OPINION:
The silence of anti-Israel activists over the massacre of thousands of Iranians by their own government is deafening.
The Iranian regime has killed more than 16,500 people in its crackdown against protesters, according to a British report released Sunday, but possibly as many as 20,000, according to CBS News. Yet there has noticeably been no outcry on university campuses or in major Western cities such as Toronto, New York and Paris. There have been no calls to boycott the Iranian economy, no campaigns against cultural institutions and no demands to suspend academic relations.
No tears were shed for the murders of Javad Ganji (a 39-year-old Iranian filmmaker shot during protests) or Rebin Moradi (a 17-year-old soccer talent shot in the back at close range), and no outrage was voiced against the planned execution of Erfan Soltani (a 26-year-old protester denied due process).
The silence is not accidental.
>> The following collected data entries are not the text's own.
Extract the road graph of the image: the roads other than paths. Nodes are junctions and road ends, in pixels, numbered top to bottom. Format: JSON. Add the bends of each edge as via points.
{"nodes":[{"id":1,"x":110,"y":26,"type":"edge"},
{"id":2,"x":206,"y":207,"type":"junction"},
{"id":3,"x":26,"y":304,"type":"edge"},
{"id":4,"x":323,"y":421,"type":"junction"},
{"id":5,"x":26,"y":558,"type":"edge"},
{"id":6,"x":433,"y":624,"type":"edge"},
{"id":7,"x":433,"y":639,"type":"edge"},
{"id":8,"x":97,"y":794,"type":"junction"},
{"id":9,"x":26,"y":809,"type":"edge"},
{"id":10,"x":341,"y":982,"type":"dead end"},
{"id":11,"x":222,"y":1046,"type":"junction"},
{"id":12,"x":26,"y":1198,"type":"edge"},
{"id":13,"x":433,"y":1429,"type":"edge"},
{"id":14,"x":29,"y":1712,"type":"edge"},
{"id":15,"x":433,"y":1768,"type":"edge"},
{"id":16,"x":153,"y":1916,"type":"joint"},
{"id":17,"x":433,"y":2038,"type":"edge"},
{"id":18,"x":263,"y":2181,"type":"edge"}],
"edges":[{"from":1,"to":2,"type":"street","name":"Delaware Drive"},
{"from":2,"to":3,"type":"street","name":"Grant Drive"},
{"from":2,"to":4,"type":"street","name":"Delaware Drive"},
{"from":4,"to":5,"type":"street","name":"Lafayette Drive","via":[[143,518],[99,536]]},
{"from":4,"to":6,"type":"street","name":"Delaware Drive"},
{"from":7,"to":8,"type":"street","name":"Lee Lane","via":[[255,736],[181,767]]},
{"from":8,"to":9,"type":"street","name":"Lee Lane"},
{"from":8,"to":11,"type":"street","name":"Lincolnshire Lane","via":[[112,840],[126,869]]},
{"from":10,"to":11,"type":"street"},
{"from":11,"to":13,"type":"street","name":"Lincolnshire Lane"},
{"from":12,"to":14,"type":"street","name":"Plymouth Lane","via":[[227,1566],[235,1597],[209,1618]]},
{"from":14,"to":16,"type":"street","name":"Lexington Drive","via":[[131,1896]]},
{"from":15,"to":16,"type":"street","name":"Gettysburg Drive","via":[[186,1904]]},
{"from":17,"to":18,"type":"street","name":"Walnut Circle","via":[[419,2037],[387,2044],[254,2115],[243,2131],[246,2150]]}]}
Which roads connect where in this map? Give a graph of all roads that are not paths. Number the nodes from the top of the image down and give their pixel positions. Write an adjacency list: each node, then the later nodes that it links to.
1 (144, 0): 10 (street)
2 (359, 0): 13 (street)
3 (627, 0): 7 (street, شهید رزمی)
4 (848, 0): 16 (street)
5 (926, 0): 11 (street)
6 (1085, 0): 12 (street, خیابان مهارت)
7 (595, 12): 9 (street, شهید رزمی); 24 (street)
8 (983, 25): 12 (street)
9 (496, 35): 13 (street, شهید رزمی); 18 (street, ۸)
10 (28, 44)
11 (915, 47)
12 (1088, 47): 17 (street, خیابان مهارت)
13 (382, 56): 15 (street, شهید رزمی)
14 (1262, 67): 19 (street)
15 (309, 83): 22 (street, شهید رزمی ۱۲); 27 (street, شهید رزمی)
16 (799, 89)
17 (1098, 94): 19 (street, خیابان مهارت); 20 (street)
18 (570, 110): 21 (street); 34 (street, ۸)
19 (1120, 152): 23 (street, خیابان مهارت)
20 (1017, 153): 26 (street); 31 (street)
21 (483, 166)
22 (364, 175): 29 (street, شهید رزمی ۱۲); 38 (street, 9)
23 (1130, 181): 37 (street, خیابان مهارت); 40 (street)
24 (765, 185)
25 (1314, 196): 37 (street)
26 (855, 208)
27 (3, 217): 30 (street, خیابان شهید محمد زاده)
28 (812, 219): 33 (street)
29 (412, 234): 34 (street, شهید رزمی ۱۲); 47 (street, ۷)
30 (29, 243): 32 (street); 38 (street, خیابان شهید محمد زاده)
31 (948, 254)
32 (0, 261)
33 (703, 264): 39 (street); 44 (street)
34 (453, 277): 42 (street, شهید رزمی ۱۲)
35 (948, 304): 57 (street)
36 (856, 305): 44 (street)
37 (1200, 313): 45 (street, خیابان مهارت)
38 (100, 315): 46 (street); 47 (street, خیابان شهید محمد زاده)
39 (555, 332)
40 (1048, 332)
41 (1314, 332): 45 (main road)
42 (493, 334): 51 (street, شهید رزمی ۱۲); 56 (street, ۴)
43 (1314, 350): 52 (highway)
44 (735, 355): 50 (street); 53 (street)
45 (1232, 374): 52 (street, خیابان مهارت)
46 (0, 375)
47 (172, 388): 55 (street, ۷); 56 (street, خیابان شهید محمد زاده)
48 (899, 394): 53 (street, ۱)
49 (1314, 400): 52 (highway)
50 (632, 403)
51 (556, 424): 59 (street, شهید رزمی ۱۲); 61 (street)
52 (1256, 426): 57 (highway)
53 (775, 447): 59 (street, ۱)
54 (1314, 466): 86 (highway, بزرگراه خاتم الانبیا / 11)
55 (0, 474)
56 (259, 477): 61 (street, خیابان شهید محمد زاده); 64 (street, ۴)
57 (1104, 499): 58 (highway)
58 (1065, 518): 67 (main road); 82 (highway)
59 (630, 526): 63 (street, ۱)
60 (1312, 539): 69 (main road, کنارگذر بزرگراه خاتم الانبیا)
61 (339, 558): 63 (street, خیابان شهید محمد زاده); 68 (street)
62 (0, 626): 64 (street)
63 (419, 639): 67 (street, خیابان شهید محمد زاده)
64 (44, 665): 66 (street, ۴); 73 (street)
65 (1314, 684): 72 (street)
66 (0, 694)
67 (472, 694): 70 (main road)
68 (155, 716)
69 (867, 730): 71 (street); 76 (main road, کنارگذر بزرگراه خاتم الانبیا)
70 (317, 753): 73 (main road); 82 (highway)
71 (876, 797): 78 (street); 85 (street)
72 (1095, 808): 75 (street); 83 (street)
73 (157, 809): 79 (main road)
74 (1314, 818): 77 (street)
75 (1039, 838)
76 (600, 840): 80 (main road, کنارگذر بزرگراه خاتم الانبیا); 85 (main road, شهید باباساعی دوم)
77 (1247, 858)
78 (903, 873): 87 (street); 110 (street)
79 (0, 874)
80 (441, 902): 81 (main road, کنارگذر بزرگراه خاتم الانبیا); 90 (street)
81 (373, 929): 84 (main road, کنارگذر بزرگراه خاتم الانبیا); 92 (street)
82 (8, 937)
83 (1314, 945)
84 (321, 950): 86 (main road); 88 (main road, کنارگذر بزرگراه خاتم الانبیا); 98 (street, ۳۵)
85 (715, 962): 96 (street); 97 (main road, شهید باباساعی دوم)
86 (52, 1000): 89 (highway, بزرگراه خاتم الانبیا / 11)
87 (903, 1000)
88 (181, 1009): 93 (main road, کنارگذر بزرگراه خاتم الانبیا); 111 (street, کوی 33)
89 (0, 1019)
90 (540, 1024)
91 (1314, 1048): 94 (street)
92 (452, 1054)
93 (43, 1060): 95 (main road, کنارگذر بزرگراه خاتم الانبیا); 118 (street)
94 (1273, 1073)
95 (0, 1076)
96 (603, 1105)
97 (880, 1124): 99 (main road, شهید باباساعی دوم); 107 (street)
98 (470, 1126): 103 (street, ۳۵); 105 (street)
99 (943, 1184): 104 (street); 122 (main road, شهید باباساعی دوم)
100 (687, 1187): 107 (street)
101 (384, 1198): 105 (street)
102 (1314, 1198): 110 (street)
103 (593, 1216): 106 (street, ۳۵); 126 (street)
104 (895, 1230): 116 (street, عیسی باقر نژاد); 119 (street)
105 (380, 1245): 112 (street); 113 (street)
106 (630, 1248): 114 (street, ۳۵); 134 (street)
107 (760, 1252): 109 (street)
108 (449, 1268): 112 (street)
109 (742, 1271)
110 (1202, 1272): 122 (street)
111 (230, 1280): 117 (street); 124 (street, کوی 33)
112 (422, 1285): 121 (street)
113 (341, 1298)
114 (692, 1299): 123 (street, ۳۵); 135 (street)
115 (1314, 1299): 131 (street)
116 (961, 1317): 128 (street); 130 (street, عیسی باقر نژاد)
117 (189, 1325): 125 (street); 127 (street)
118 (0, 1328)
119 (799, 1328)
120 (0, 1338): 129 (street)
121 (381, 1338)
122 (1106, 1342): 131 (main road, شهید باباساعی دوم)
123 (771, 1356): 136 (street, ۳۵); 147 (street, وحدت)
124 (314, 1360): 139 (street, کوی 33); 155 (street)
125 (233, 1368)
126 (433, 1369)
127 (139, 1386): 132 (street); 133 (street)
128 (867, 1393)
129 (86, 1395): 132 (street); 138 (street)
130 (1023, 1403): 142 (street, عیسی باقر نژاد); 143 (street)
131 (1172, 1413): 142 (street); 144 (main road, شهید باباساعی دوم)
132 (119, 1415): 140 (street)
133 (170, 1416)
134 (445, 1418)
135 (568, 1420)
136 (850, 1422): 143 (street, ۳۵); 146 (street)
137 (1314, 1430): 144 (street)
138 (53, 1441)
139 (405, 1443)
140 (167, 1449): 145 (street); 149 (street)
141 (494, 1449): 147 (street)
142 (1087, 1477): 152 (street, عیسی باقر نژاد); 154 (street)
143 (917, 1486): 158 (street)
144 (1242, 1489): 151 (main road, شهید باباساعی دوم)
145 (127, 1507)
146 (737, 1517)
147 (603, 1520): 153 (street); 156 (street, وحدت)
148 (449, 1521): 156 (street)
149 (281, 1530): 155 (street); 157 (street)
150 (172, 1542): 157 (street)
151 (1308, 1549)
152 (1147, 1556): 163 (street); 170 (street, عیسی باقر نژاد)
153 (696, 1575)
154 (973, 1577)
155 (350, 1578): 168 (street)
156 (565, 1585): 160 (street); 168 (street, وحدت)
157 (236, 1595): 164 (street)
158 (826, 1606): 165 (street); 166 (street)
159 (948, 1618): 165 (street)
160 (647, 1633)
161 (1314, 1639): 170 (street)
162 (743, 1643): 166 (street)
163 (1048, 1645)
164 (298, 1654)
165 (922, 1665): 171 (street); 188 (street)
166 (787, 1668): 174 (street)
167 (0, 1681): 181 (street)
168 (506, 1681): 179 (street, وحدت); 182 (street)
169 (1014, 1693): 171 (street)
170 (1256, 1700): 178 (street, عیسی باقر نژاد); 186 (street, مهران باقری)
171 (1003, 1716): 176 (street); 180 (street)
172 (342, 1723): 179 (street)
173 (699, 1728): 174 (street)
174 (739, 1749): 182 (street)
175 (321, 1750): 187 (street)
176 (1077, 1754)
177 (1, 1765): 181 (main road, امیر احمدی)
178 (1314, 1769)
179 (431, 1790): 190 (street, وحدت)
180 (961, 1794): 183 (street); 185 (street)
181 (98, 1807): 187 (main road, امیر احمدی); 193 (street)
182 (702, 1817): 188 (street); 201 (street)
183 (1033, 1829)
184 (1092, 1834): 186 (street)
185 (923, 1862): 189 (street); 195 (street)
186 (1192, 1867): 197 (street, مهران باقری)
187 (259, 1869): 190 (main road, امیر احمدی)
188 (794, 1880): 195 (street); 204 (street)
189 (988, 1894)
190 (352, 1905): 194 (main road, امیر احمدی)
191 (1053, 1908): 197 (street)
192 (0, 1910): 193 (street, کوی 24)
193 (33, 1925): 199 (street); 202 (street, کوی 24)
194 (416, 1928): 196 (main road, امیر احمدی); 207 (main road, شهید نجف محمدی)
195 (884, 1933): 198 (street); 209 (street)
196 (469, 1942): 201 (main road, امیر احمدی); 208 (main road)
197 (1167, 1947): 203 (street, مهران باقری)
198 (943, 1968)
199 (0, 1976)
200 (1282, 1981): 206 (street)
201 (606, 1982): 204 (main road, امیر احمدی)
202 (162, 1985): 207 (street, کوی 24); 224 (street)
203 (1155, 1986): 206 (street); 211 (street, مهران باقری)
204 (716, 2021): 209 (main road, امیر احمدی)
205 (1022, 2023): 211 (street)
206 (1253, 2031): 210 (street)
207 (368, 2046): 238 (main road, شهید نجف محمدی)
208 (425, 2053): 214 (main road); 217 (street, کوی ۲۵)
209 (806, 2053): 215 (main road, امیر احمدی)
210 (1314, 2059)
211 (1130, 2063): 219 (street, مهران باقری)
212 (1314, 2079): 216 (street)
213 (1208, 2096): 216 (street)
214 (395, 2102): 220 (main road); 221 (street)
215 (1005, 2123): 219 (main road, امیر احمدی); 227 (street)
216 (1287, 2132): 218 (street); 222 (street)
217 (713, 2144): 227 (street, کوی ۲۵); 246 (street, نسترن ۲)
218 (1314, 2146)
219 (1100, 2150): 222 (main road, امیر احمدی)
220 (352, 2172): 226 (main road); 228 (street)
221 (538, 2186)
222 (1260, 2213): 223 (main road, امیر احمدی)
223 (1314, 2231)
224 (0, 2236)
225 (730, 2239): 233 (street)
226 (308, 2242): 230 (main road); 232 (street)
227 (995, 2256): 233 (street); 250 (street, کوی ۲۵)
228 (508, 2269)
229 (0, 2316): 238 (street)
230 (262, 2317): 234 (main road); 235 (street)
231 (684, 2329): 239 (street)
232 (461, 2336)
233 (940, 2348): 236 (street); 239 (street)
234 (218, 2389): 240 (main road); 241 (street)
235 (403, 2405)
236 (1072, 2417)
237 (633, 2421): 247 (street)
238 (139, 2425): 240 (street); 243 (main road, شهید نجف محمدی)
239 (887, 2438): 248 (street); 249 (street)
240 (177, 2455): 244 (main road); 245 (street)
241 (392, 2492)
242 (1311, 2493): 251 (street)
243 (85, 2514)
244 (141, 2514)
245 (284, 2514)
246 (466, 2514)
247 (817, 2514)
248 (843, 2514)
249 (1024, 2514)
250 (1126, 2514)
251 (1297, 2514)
It shows a troubling pattern in which the international community exercises selective outrage against Israel while not holding any other country to the same standards.
Iranian-American journalist Masih Alinejad, known for her activism against the Iranian regime, criticized United Nations Secretary-General Antonio Guterres for “not speaking out publicly against the massacre in Iran.” After nearly two weeks, the U.N. Security Council finally convened Thursday, not to condemn the mass executions and public hangings but at the request of the Iranian regime itself, which blamed the protests on the influence of the United States and Israel.
By contrast, a day after the Oct. 7, 2023, Hamas terrorist rampage — the worst massacre of Jewish people since the Holocaust — the U.N. Security Council convened for “emergency closed consultations” focused not on the butchered and kidnapped Israeli victims but on the Israeli government. The international body’s monthly report cited a telephone call with Palestinian Authority President Mahmoud Abbas and French President Emmanuel Macron in which Mr. Abbas said the escalation was the result of the “denial of the Palestinian people’s legitimate right to self-determination” and “the ongoing Israeli aggression against the Palestinian people.”
In an Oct. 7 statement, Mr. Guterres said that “violence can’t provide a solution to the conflict and only through negotiation leading to a two-state solution can peace be achieved.”
This is a clear moral inversion.
Highly ironically, protesters against Israel like to compare Israel — a democratic country fighting a terrorist organization for its survival — to Nazi Germany. Meanwhile, Iran — a terrorist state that exports terrorism and instability through its Hezbollah and Houthi proxies while calling for the destruction of a U.N. member state — is condemned just a fraction as frequently as Israel.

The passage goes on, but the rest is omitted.